Vox, however, took a more measured tone in stating that corporations are our new “public conscience.” While the left-wing online site was mostly positive about the development, Vox’s article — written by Tara Isabella Burton — at least expressed skepticism that “public morality is dictated by corporations with a financial interest in our sense of virtue.”
Burton argues that companies are not exactly dictating public opinion, “but rather reinforce the values its customers wish to ally themselves with.” According to the Vox writer, corporations are no longer pitching sex or wealth to its consumers — they’re selling virtue based on identity.
So if you want to indicate your level of wokeness, you’re going to buy from a company that openly endorses Black Lives Matter.
Burton also compares the modern function of corporations to churches. People buy stuff to reaffirm their values in a way that past generations went to mass to do so. In the absence of a majority of Americans firmly adhering to a culture like mainline Protestantism, they now turn to corporations to give them a sense of identity and community.
In effect, corporations are assigned the role of arbiters of public morality, a point my colleague Peter Hasson made before Vox and The Times wrote of this trend.
While Vox’s article makes some very insightful points on this trend of “woke consumerism,” it obscures a few important points.
While The Times and Vox both mention Hobby Lobby and Chick-fil-A as conservative companies wearing their values on their sleeve, pretty much every other corporation is overwhelmingly progressive. Unlike religions where there is at least a choice, pretty much every company you buy from donates to left-wing causes and cultivates a progressive image.
Roughly half of the country’s citizens don’t share these values, yet they’re forced to endorse them by the left-wing nature of corporate America. It’s hard to say all Americans now see malls as their new pews.
But for those on the Left, there is some truth to the woke consumerism described by Vox. Many bourgeois liberals demand their companies cater to their values and will punish those who do not. That’s why it appears that liberals are more interested in finding identity and community within the products they buy. They like that Apple and Starbucks are woke on social issues, and by purchasing their company products, the liberal consumer signals who he is as a person.
Conservatives, on the other hand, seem to just purchase goods without giving much thought to the politics of it all.
This explains why you see several popular boycotts of companies that go astray of left-wing orthodoxy, but few of the companies that shove progressivism down their consumers’ throats.
Sure, a few conservatives on Twitter may call for a boycott of Starbucks every time they launch a social justice initiative, but that is nowhere near the same scale as liberal activists getting hundreds of corporations to pull their advertising from Breitbart.
Rather than acting as leaders of public morality, corporations are often bullied into their stances.
They know they must de-platform “hate sites,” donate to the Southern Poverty Law Center, highlight diversity in their advertising, and issue statements full of platitudes on equality and tolerance in order to stay in the good graces of social justice warriors.
The actions of corporations only reinforce the status of leftists as the arbiters of public morality.

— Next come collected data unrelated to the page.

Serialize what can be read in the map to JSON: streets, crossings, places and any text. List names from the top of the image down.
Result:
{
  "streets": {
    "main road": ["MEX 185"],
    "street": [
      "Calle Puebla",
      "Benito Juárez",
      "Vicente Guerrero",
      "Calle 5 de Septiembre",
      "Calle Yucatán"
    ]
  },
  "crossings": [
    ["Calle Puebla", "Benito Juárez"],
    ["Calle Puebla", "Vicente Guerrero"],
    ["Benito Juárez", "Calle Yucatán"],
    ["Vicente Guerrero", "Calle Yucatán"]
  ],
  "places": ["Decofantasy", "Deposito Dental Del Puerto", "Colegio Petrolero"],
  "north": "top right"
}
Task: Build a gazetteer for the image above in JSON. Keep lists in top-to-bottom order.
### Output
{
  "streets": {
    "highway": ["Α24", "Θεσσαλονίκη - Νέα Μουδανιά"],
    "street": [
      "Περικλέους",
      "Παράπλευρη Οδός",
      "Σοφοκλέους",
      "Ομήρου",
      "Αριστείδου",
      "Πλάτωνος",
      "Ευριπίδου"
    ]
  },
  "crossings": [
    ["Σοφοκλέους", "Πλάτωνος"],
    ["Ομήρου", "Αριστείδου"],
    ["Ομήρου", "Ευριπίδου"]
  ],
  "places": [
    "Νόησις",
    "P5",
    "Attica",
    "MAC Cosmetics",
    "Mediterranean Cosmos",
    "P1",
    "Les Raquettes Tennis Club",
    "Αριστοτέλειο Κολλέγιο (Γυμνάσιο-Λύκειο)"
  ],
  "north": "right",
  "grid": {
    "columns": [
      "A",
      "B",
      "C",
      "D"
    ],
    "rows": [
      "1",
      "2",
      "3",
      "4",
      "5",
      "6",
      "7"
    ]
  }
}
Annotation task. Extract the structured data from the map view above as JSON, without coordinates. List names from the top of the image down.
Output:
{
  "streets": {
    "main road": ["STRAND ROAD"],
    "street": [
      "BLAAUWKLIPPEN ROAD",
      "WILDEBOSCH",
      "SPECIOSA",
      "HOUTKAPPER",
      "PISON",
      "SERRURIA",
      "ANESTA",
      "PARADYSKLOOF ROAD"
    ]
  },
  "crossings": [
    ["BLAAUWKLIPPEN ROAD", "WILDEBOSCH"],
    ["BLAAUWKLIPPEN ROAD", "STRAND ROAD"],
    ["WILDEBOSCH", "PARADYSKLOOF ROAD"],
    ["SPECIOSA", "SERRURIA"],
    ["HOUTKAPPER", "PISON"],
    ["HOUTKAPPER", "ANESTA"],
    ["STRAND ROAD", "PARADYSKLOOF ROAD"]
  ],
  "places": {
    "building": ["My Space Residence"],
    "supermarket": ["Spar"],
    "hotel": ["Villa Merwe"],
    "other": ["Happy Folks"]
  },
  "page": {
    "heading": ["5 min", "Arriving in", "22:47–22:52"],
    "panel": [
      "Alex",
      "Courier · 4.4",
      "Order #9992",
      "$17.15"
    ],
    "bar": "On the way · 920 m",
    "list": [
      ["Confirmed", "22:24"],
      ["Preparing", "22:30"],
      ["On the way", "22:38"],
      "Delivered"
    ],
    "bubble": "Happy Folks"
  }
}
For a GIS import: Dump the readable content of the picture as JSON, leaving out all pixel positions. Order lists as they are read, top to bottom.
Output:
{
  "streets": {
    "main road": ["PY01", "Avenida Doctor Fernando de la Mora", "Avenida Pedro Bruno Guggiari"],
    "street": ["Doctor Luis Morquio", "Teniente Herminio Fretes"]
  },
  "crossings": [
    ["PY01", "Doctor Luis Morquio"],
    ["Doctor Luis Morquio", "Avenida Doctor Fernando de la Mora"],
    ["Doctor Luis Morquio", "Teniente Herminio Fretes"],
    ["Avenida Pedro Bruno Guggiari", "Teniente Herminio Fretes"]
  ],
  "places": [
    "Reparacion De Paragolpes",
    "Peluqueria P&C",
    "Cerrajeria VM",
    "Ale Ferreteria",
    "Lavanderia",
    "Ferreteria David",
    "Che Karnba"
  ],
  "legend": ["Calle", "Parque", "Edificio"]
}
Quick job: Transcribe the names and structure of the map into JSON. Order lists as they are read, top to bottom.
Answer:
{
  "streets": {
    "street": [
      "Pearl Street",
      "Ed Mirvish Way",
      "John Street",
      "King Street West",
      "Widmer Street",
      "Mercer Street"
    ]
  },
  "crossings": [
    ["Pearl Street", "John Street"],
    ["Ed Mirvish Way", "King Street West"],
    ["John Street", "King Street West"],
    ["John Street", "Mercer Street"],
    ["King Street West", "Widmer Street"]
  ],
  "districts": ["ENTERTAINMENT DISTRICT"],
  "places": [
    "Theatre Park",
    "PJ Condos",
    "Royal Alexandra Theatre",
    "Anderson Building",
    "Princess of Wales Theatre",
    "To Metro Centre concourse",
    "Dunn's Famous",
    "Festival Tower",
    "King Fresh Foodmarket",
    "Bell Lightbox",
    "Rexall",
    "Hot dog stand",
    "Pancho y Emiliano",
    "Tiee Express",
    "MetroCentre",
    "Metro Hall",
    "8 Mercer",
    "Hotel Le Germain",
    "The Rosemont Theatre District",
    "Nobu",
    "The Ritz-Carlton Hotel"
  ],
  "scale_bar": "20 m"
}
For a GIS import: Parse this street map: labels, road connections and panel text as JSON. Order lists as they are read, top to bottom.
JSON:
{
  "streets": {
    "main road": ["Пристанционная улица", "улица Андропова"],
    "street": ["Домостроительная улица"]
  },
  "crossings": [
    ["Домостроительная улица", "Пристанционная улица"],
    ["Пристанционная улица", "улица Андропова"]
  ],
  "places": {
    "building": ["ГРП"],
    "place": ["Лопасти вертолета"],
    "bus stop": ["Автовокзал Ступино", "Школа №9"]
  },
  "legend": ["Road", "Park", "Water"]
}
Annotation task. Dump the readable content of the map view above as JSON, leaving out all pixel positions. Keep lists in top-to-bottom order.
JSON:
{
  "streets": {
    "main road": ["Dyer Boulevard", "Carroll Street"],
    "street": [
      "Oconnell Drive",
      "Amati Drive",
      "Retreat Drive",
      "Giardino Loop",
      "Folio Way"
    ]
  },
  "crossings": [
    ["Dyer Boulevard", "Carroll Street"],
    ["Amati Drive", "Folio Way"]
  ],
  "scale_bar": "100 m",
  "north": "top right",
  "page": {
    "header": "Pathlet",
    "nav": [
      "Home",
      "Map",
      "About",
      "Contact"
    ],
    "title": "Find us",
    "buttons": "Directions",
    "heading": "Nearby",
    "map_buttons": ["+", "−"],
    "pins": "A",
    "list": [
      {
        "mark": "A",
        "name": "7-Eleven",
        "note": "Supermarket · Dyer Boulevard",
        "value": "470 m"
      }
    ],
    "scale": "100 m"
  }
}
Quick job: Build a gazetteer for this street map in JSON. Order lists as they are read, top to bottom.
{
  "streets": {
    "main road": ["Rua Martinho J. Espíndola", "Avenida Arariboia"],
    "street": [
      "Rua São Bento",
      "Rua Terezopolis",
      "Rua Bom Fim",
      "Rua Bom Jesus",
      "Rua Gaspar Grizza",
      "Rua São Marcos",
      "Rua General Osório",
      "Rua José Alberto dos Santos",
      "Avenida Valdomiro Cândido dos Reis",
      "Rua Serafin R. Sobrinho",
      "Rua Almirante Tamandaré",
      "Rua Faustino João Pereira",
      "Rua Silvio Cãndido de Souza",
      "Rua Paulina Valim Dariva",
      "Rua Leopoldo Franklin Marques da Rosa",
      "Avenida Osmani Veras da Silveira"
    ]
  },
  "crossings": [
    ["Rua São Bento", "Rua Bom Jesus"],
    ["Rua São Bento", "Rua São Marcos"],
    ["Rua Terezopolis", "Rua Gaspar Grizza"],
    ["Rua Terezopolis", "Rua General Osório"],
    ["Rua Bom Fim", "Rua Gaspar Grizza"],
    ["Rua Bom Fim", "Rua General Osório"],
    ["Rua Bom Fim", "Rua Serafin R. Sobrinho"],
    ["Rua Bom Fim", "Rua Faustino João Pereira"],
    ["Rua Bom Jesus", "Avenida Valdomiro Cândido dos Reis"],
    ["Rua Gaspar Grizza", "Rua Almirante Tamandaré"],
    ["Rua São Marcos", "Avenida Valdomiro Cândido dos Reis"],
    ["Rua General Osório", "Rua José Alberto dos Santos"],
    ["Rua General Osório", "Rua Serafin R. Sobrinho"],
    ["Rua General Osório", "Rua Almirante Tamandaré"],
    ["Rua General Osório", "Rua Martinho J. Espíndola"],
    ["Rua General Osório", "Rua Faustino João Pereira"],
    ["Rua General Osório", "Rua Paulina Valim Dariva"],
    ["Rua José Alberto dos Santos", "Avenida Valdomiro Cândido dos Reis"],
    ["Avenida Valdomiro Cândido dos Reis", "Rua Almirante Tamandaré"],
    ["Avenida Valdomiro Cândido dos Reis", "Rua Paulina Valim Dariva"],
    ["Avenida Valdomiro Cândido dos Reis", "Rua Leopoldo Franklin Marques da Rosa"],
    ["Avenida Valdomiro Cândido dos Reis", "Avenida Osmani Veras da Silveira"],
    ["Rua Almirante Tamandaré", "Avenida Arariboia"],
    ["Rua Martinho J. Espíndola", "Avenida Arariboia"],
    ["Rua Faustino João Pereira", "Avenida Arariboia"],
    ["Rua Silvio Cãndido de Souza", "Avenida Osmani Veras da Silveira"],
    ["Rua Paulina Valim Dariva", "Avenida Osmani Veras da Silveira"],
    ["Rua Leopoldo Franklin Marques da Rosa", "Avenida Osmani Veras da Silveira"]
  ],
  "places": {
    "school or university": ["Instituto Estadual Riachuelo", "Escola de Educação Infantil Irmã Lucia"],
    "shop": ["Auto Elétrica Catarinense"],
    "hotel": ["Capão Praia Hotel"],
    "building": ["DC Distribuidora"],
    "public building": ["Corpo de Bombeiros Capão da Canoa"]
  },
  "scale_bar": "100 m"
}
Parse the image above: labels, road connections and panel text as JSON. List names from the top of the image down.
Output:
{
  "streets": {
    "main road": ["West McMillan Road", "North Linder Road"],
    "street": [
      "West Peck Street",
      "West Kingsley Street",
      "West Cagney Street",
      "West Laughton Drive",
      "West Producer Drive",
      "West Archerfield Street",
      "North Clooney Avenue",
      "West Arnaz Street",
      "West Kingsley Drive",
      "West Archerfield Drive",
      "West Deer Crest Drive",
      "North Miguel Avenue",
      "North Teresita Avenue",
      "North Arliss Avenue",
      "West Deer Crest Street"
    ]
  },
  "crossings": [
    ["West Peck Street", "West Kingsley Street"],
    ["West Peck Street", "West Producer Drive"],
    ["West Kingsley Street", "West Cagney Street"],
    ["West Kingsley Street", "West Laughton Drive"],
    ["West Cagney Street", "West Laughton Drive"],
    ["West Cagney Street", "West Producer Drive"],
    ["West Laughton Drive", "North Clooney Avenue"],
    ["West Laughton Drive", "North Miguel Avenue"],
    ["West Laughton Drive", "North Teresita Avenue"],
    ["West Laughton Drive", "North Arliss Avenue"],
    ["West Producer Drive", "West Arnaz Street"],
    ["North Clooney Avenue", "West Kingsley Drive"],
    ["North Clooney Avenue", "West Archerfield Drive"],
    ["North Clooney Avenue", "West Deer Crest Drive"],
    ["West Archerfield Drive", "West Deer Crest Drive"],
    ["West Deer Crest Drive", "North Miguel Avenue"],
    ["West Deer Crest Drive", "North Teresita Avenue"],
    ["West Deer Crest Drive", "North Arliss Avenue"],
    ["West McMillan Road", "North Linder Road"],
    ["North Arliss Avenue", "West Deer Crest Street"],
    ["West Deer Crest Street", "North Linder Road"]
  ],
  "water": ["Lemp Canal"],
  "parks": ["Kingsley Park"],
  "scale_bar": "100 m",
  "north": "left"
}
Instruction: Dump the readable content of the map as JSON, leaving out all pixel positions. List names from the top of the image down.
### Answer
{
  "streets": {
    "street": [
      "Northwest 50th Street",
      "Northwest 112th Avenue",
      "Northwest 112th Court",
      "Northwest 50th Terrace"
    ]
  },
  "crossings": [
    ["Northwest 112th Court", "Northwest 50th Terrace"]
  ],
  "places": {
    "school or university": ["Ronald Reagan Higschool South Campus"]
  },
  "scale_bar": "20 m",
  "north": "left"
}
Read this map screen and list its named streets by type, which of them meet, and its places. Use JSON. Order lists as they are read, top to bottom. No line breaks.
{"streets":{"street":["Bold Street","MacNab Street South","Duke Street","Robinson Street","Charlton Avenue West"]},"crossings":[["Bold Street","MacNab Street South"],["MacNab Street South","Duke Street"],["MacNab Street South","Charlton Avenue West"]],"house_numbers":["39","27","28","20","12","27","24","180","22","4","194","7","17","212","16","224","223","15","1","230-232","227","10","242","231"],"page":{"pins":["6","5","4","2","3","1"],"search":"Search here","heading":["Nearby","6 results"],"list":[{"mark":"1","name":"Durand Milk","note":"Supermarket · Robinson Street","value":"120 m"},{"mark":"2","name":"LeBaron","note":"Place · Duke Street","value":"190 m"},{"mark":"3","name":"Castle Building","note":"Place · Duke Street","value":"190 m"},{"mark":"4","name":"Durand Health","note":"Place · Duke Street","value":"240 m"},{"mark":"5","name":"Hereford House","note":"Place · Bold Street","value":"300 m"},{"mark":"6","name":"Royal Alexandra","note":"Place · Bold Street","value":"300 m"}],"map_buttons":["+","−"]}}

They can spread leftism to Companies take their cues from journalists and activists, and they impose those values on the rest of society.
CEOs aren’t quite the new clergy, but they do let Americans know what is “good” and “moral” through sponsorship of culture, general advertising and public statements. But those values are first set with the calls those CEOs receive from left-wing activists.
It seems like bad business for corporations to routinely imply millions of Americans are terrible people, but it’s not much of a risk if they know conservatives won’t punish them at the cash register.